> [Task requirements]
The data below should be transcribed in full, with no picture included.

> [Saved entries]
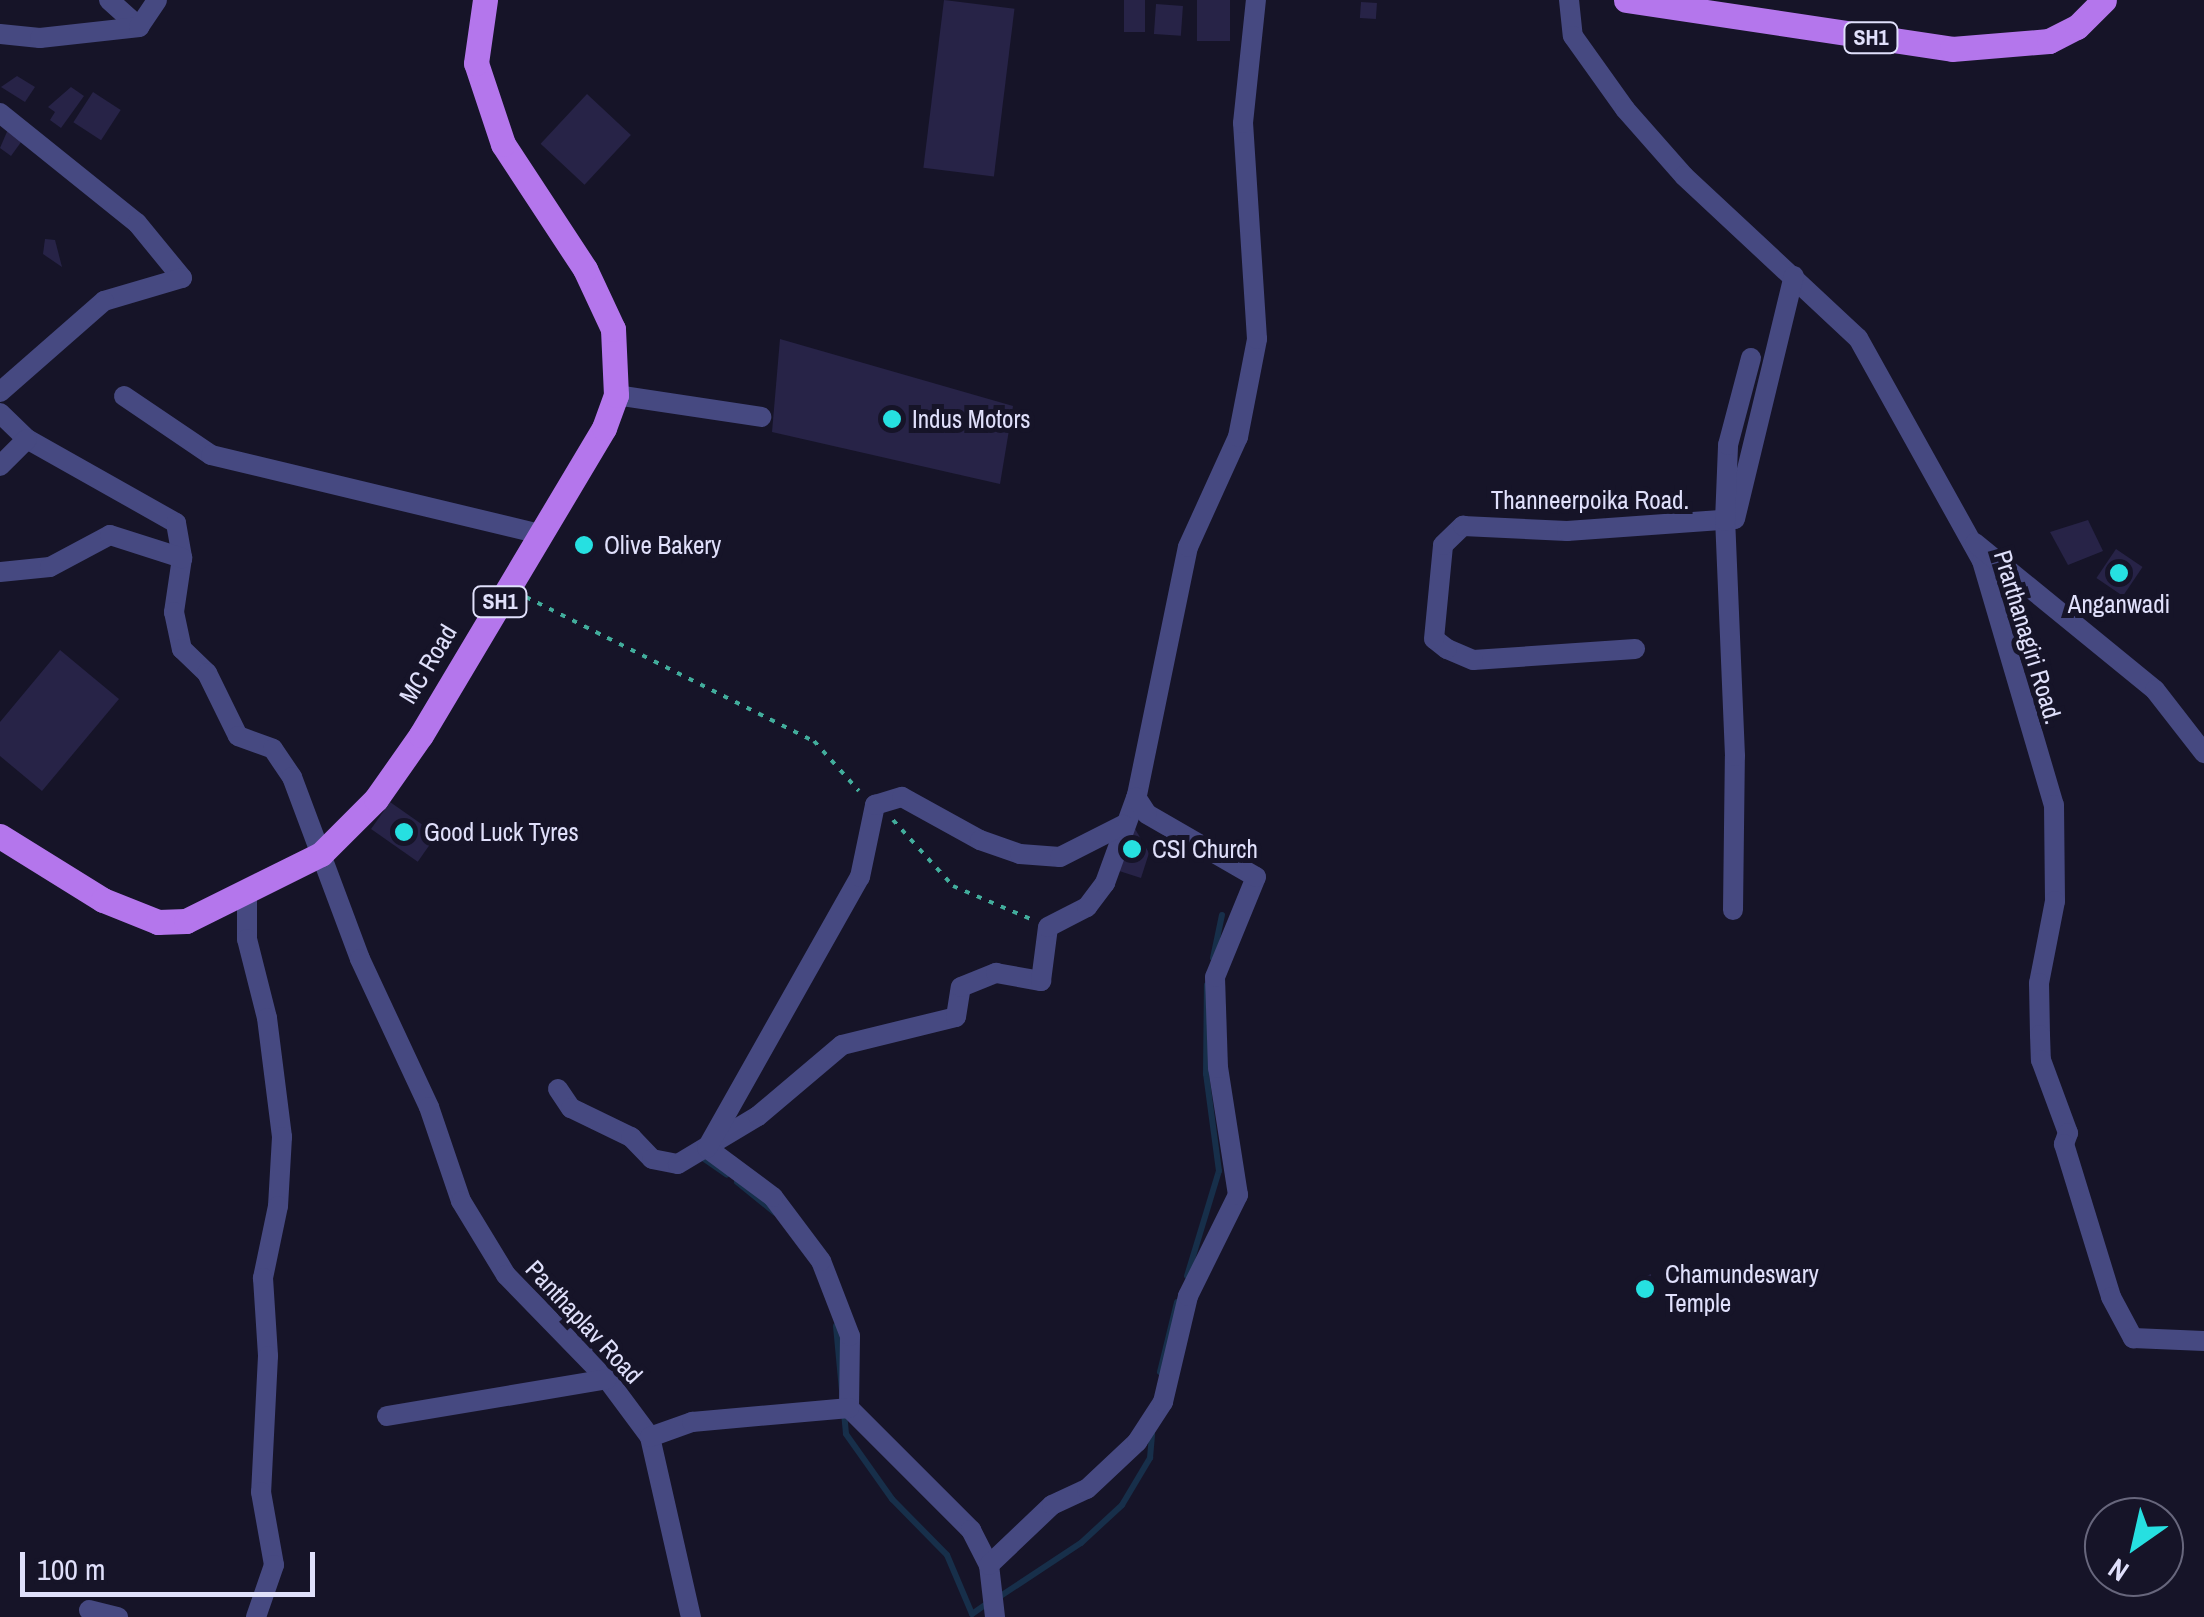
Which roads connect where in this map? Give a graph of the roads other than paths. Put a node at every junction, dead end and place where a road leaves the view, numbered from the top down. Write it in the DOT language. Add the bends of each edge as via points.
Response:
graph roads {
  1 [pos="109,0"];
  2 [pos="157,0"];
  3 [pos="485,0"];
  4 [pos="1256,0"];
  5 [pos="1569,0"];
  6 [pos="1626,0"];
  7 [pos="2104,0"];
  8 [pos="139,27"];
  9 [pos="0,34"];
  10 [pos="0,114"];
  11 [pos="1794,276"];
  12 [pos="1752,358"];
  13 [pos="0,392"];
  14 [pos="124,396"];
  15 [pos="616,396"];
  16 [pos="0,412"];
  17 [pos="761,417"];
  18 [pos="27,440"];
  19 [pos="0,466"];
  20 [pos="1725,522"];
  21 [pos="540,534"];
  22 [pos="1970,539"];
  23 [pos="182,558"];
  24 [pos="0,572"];
  25 [pos="1634,648"];
  26 [pos="2204,754"];
  27 [pos="1136,798"];
  28 [pos="1123,825"];
  29 [pos="0,836"];
  30 [pos="320,854"];
  31 [pos="247,893"];
  32 [pos="1732,910"];
  33 [pos="558,1089"];
  34 [pos="707,1148"];
  35 [pos="2204,1341"];
  36 [pos="606,1379"];
  37 [pos="848,1408"];
  38 [pos="387,1416"];
  39 [pos="650,1438"];
  40 [pos="988,1565"];
  41 [pos="89,1610"];
  42 [pos="118,1617"];
  43 [pos="256,1617"];
  44 [pos="691,1617"];
  45 [pos="995,1617"];
  1 -- 8 [label="street"];
  2 -- 8 [label="street"];
  3 -- 15 [label="main road" via="476,63 487,101 504,144 604,303 613,329"];
  4 -- 27 [label="street" via="1243,123 1258,339 1238,436 1178,584"];
  5 -- 11 [label="street, Prarthanagiri Road." via="1573,36 1625,109 1684,176"];
  6 -- 7 [label="main road, SH1" via="1952,50 2049,40 2076,27"];
  8 -- 9 [label="street" via="40,38"];
  10 -- 13 [label="street" via="137,223 182,278 104,301"];
  11 -- 20 [label="street, Thanneerpoika Road." via="1741,510"];
  11 -- 22 [label="street, Prarthanagiri Road." via="1858,338"];
  12 -- 20 [label="street" via="1728,445"];
  14 -- 21 [label="street" via="211,455"];
  15 -- 17 [label="street"];
  15 -- 21 [label="main road, MC Road / SH1"];
  16 -- 18 [label="street"];
  18 -- 19 [label="street"];
  18 -- 23 [label="street" via="176,523"];
  20 -- 25 [label="street, Thanneerpoika Road." via="1568,531 1463,526 1443,545 1434,639 1447,649 1473,660"];
  20 -- 32 [label="street" via="1735,756"];
  21 -- 30 [label="main road, MC Road / SH1" via="376,799"];
  22 -- 26 [label="street" via="2155,690"];
  22 -- 35 [label="street, Prarthanagiri Road." via="2004,629 2054,805 2055,901 2039,983 2040,1048 2068,1132 2064,1144 2111,1297 2133,1338"];
  23 -- 24 [label="street" via="110,535 50,567"];
  23 -- 30 [label="street, Panthaplav Road" via="174,612 182,649 207,672 238,736 274,749"];
  27 -- 28 [label="street"];
  27 -- 40 [label="street" via="1147,814 1256,877 1215,978 1218,1068 1238,1195 1188,1296 1163,1402 1137,1442 1087,1489 1052,1505"];
  28 -- 34 [label="street" via="1104,884 1087,907 1048,927 1041,981 996,973 961,987 956,1017 842,1045 758,1116"];
  28 -- 34 [label="street" via="1060,857 1020,854 902,797 875,805 860,877"];
  29 -- 31 [label="main road, MC Road / SH1" via="103,900 158,922 186,921"];
  30 -- 31 [label="main road, MC Road / SH1"];
  30 -- 36 [label="street, Panthaplav Road" via="429,1106 460,1201 506,1275"];
  31 -- 43 [label="street" via="247,939 267,1018 282,1136 278,1206 262,1278 268,1356 261,1492 274,1565"];
  33 -- 34 [label="street" via="570,1108 631,1137 652,1159 678,1164"];
  34 -- 37 [label="street" via="773,1197 821,1260 850,1336"];
  36 -- 38 [label="street"];
  36 -- 39 [label="street, Panthaplav Road"];
  37 -- 39 [label="street" via="692,1422"];
  37 -- 40 [label="street" via="970,1530"];
  39 -- 44 [label="street"];
  40 -- 45 [label="street"];
  41 -- 42 [label="street"];
}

> [Answer box]
Which roads connect where in this map? Give a graph of the roads other than paths. Put a node at every junction, dead end and place where a road leaves the view, numbered from the top down. Write it in the DOT language. Add the bends of each edge as via points.
Response:
graph roads {
  1 [pos="109,0"];
  2 [pos="157,0"];
  3 [pos="485,0"];
  4 [pos="1256,0"];
  5 [pos="1569,0"];
  6 [pos="1626,0"];
  7 [pos="2104,0"];
  8 [pos="139,27"];
  9 [pos="0,34"];
  10 [pos="0,114"];
  11 [pos="1794,276"];
  12 [pos="1752,358"];
  13 [pos="0,392"];
  14 [pos="124,396"];
  15 [pos="616,396"];
  16 [pos="0,412"];
  17 [pos="761,417"];
  18 [pos="27,440"];
  19 [pos="0,466"];
  20 [pos="1725,522"];
  21 [pos="540,534"];
  22 [pos="1970,539"];
  23 [pos="182,558"];
  24 [pos="0,572"];
  25 [pos="1634,648"];
  26 [pos="2204,754"];
  27 [pos="1136,798"];
  28 [pos="1123,825"];
  29 [pos="0,836"];
  30 [pos="320,854"];
  31 [pos="247,893"];
  32 [pos="1732,910"];
  33 [pos="558,1089"];
  34 [pos="707,1148"];
  35 [pos="2204,1341"];
  36 [pos="606,1379"];
  37 [pos="848,1408"];
  38 [pos="387,1416"];
  39 [pos="650,1438"];
  40 [pos="988,1565"];
  41 [pos="89,1610"];
  42 [pos="118,1617"];
  43 [pos="256,1617"];
  44 [pos="691,1617"];
  45 [pos="995,1617"];
  1 -- 8 [label="street"];
  2 -- 8 [label="street"];
  3 -- 15 [label="main road" via="476,63 487,101 504,144 604,303 613,329"];
  4 -- 27 [label="street" via="1243,123 1258,339 1238,436 1178,584"];
  5 -- 11 [label="street, Prarthanagiri Road." via="1573,36 1625,109 1684,176"];
  6 -- 7 [label="main road, SH1" via="1952,50 2049,40 2076,27"];
  8 -- 9 [label="street" via="40,38"];
  10 -- 13 [label="street" via="137,223 182,278 104,301"];
  11 -- 20 [label="street, Thanneerpoika Road." via="1741,510"];
  11 -- 22 [label="street, Prarthanagiri Road." via="1858,338"];
  12 -- 20 [label="street" via="1728,445"];
  14 -- 21 [label="street" via="211,455"];
  15 -- 17 [label="street"];
  15 -- 21 [label="main road, MC Road / SH1"];
  16 -- 18 [label="street"];
  18 -- 19 [label="street"];
  18 -- 23 [label="street" via="176,523"];
  20 -- 25 [label="street, Thanneerpoika Road." via="1568,531 1463,526 1443,545 1434,639 1447,649 1473,660"];
  20 -- 32 [label="street" via="1735,756"];
  21 -- 30 [label="main road, MC Road / SH1" via="376,799"];
  22 -- 26 [label="street" via="2155,690"];
  22 -- 35 [label="street, Prarthanagiri Road." via="2004,629 2054,805 2055,901 2039,983 2040,1048 2068,1132 2064,1144 2111,1297 2133,1338"];
  23 -- 24 [label="street" via="110,535 50,567"];
  23 -- 30 [label="street, Panthaplav Road" via="174,612 182,649 207,672 238,736 274,749"];
  27 -- 28 [label="street"];
  27 -- 40 [label="street" via="1147,814 1256,877 1215,978 1218,1068 1238,1195 1188,1296 1163,1402 1137,1442 1087,1489 1052,1505"];
  28 -- 34 [label="street" via="1104,884 1087,907 1048,927 1041,981 996,973 961,987 956,1017 842,1045 758,1116"];
  28 -- 34 [label="street" via="1060,857 1020,854 902,797 875,805 860,877"];
  29 -- 31 [label="main road, MC Road / SH1" via="103,900 158,922 186,921"];
  30 -- 31 [label="main road, MC Road / SH1"];
  30 -- 36 [label="street, Panthaplav Road" via="429,1106 460,1201 506,1275"];
  31 -- 43 [label="street" via="247,939 267,1018 282,1136 278,1206 262,1278 268,1356 261,1492 274,1565"];
  33 -- 34 [label="street" via="570,1108 631,1137 652,1159 678,1164"];
  34 -- 37 [label="street" via="773,1197 821,1260 850,1336"];
  36 -- 38 [label="street"];
  36 -- 39 [label="street, Panthaplav Road"];
  37 -- 39 [label="street" via="692,1422"];
  37 -- 40 [label="street" via="970,1530"];
  39 -- 44 [label="street"];
  40 -- 45 [label="street"];
  41 -- 42 [label="street"];
}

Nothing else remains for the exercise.